== EXERCISE REQUIREMENTS ==
The records that follow must be repeated exactly, line by line.

= = = = = = =

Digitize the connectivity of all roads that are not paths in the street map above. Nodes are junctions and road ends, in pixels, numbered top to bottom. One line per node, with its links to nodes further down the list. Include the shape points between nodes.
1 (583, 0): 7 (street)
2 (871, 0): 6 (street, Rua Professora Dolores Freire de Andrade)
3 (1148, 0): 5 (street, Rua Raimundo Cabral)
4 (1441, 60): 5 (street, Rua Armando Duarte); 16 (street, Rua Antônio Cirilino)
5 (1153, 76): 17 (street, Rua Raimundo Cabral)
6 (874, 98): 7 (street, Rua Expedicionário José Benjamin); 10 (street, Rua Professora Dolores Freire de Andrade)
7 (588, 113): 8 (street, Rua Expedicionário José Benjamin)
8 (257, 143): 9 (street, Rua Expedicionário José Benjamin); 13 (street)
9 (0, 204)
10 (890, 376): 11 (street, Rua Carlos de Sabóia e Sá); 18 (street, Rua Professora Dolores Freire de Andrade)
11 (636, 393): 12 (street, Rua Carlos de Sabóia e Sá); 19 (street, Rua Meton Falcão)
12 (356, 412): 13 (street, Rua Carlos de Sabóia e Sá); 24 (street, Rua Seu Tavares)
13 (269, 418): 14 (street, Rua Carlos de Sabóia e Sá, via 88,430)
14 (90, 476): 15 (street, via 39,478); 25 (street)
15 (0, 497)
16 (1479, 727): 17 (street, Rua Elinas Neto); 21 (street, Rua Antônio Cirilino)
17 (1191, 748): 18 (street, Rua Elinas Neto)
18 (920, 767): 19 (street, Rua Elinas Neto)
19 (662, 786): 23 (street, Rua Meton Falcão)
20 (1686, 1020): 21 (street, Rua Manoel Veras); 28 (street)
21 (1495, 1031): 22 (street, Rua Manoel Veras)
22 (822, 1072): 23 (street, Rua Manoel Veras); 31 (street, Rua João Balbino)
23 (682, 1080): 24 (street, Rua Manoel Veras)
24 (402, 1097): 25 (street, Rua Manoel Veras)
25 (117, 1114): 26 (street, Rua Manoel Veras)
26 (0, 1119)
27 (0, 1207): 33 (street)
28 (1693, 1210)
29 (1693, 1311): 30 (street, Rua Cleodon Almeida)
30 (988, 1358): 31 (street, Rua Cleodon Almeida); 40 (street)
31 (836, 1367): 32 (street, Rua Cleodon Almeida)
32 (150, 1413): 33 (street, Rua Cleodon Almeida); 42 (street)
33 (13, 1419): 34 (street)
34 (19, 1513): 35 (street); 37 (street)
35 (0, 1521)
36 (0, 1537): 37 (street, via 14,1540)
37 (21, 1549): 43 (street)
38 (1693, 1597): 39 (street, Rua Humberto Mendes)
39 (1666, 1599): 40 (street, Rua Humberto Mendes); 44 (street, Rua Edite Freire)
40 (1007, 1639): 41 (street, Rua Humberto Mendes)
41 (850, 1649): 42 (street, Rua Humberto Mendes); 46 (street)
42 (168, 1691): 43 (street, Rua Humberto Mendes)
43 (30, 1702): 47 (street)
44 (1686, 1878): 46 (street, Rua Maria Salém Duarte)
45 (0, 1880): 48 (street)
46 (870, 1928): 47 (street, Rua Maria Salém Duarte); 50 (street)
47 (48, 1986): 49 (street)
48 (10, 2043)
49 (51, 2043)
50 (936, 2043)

= = = = = = =

== SOLUTION TO THE EXERCISE ==
Digitize the connectivity of all roads that are not paths in the street map above. Nodes are junctions and road ends, in pixels, numbered top to bottom. One line per node, with its links to nodes further down the list. Include the shape points between nodes.
1 (583, 0): 7 (street)
2 (871, 0): 6 (street, Rua Professora Dolores Freire de Andrade)
3 (1148, 0): 5 (street, Rua Raimundo Cabral)
4 (1441, 60): 5 (street, Rua Armando Duarte); 16 (street, Rua Antônio Cirilino)
5 (1153, 76): 17 (street, Rua Raimundo Cabral)
6 (874, 98): 7 (street, Rua Expedicionário José Benjamin); 10 (street, Rua Professora Dolores Freire de Andrade)
7 (588, 113): 8 (street, Rua Expedicionário José Benjamin)
8 (257, 143): 9 (street, Rua Expedicionário José Benjamin); 13 (street)
9 (0, 204)
10 (890, 376): 11 (street, Rua Carlos de Sabóia e Sá); 18 (street, Rua Professora Dolores Freire de Andrade)
11 (636, 393): 12 (street, Rua Carlos de Sabóia e Sá); 19 (street, Rua Meton Falcão)
12 (356, 412): 13 (street, Rua Carlos de Sabóia e Sá); 24 (street, Rua Seu Tavares)
13 (269, 418): 14 (street, Rua Carlos de Sabóia e Sá, via 88,430)
14 (90, 476): 15 (street, via 39,478); 25 (street)
15 (0, 497)
16 (1479, 727): 17 (street, Rua Elinas Neto); 21 (street, Rua Antônio Cirilino)
17 (1191, 748): 18 (street, Rua Elinas Neto)
18 (920, 767): 19 (street, Rua Elinas Neto)
19 (662, 786): 23 (street, Rua Meton Falcão)
20 (1686, 1020): 21 (street, Rua Manoel Veras); 28 (street)
21 (1495, 1031): 22 (street, Rua Manoel Veras)
22 (822, 1072): 23 (street, Rua Manoel Veras); 31 (street, Rua João Balbino)
23 (682, 1080): 24 (street, Rua Manoel Veras)
24 (402, 1097): 25 (street, Rua Manoel Veras)
25 (117, 1114): 26 (street, Rua Manoel Veras)
26 (0, 1119)
27 (0, 1207): 33 (street)
28 (1693, 1210)
29 (1693, 1311): 30 (street, Rua Cleodon Almeida)
30 (988, 1358): 31 (street, Rua Cleodon Almeida); 40 (street)
31 (836, 1367): 32 (street, Rua Cleodon Almeida)
32 (150, 1413): 33 (street, Rua Cleodon Almeida); 42 (street)
33 (13, 1419): 34 (street)
34 (19, 1513): 35 (street); 37 (street)
35 (0, 1521)
36 (0, 1537): 37 (street, via 14,1540)
37 (21, 1549): 43 (street)
38 (1693, 1597): 39 (street, Rua Humberto Mendes)
39 (1666, 1599): 40 (street, Rua Humberto Mendes); 44 (street, Rua Edite Freire)
40 (1007, 1639): 41 (street, Rua Humberto Mendes)
41 (850, 1649): 42 (street, Rua Humberto Mendes); 46 (street)
42 (168, 1691): 43 (street, Rua Humberto Mendes)
43 (30, 1702): 47 (street)
44 (1686, 1878): 46 (street, Rua Maria Salém Duarte)
45 (0, 1880): 48 (street)
46 (870, 1928): 47 (street, Rua Maria Salém Duarte); 50 (street)
47 (48, 1986): 49 (street)
48 (10, 2043)
49 (51, 2043)
50 (936, 2043)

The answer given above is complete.